Absent such a penalty, large companies are encouraged to conduct more manufacturing abroad, knowing that they can play fast and loose with IP rules. And their Chinese partners and suppliers stand to benefit too, as they gain jobs and profits. Without robust exclusion orders, foreign patent infringement entering the U.S. market can be expected to increase, leaving U.S. firms with little to no recourse.

Ironically, the Advancing America’s Interests Act would sabotage the ongoing work of the “Select Committee on the Strategic Competition Between the United States and the Chinese Communist Party,” a bipartisan House of Representatives effort to address, among other matters, Chinese theft of U.S. intellectual property. Chinese IP theft costs the U.S. hundreds of billions of dollars, harming IP-intensive industries that employ millions of Americans. This theft needs to be stopped, and legislators need to make it easier–not harder–to prevent such infringing products from entering the United States.

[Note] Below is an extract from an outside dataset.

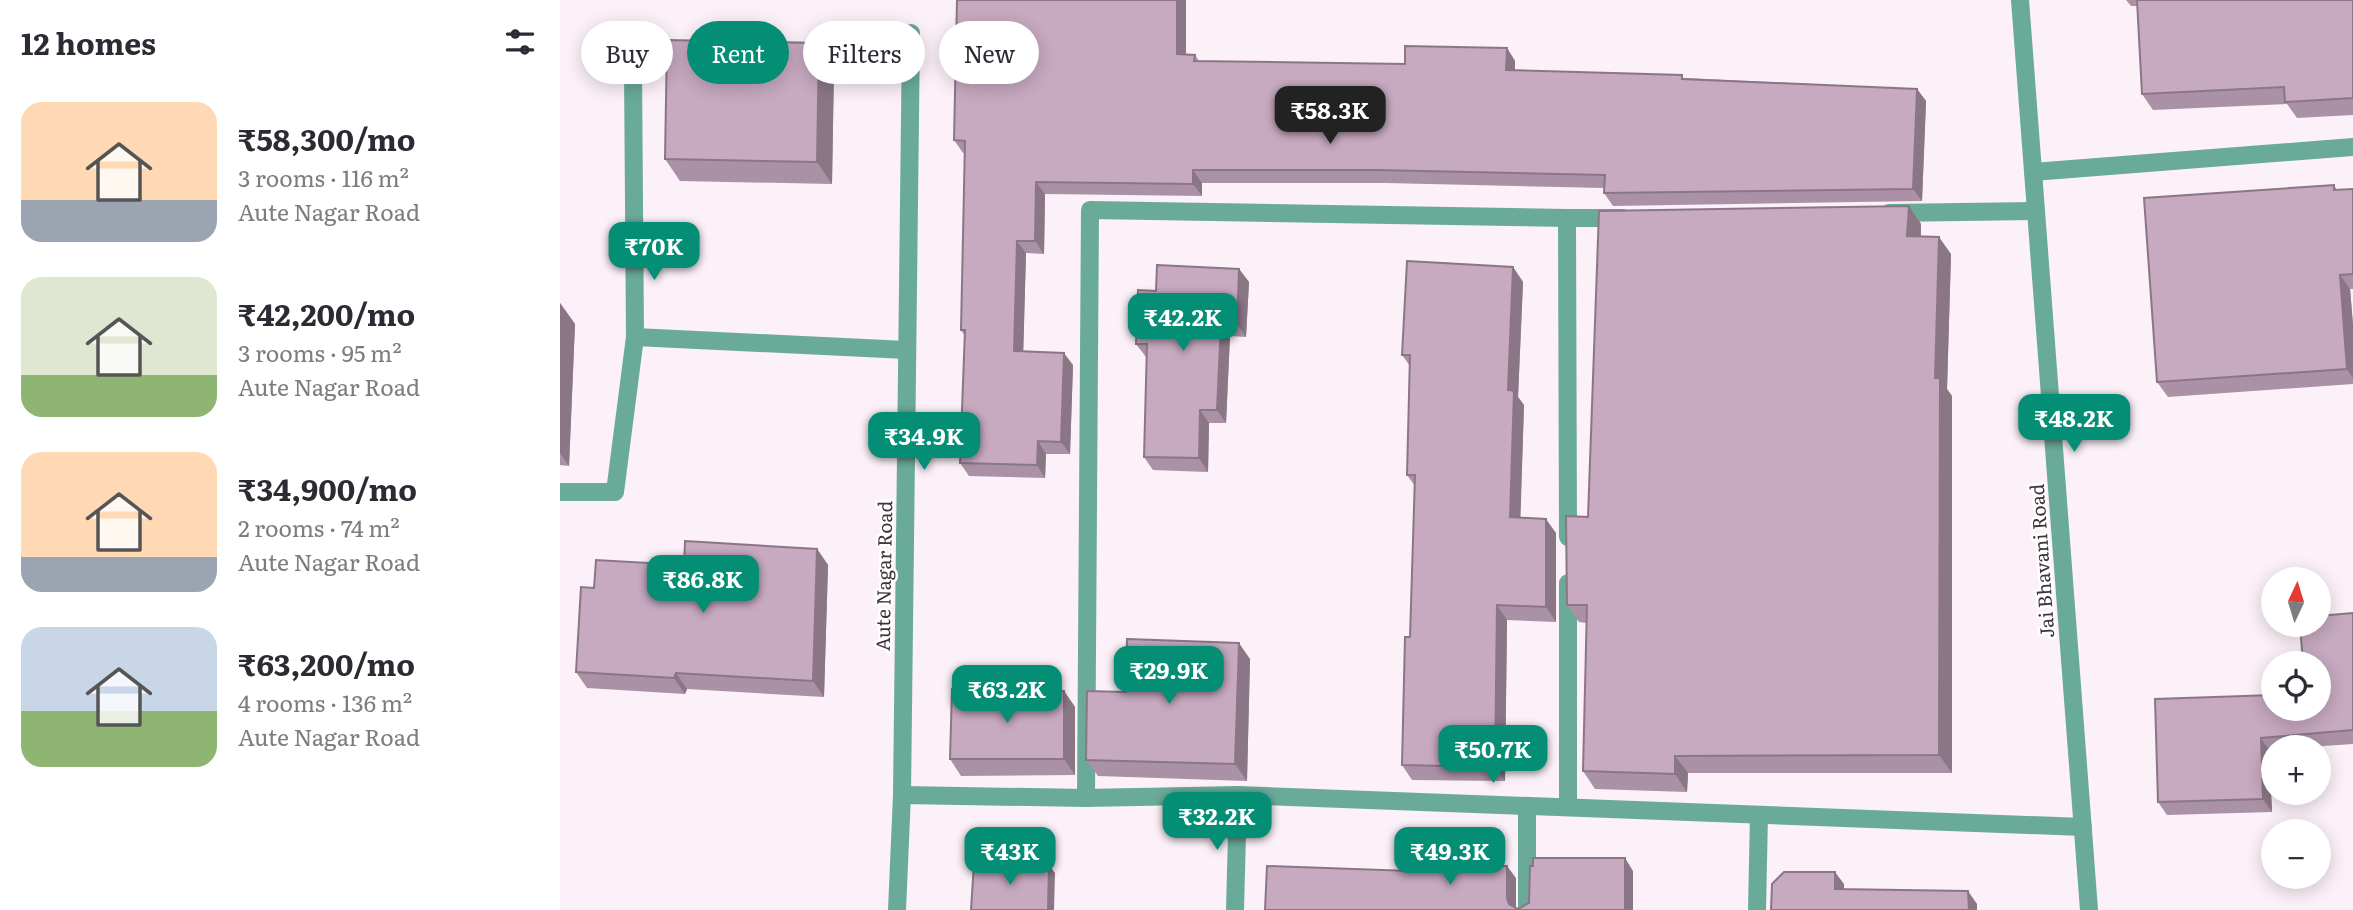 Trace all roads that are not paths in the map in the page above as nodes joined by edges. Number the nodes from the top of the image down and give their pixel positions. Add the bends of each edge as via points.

It’d be the height of hypocrisy for members of Congress to talk tough about Chinese IP theft in one committee room while making it easier for China to violate American firms’ intellectual property rights in another.

Put simply, the ITC stops patent infringement. That’s why the ITC’s ruling–and its authority–must remain intact.Andrei Iancu served as the undersecretary of Commerce for intellectual property and director of the U.S. Patent and Trademark Office from 2018 to 2021. David Kappos served as the undersecretary of Commerce for intellectual property and director of the United States Patent and Trademark Office from 2009 to 2013. Both serve as board co-chairs of the Council for Innovation Promotion.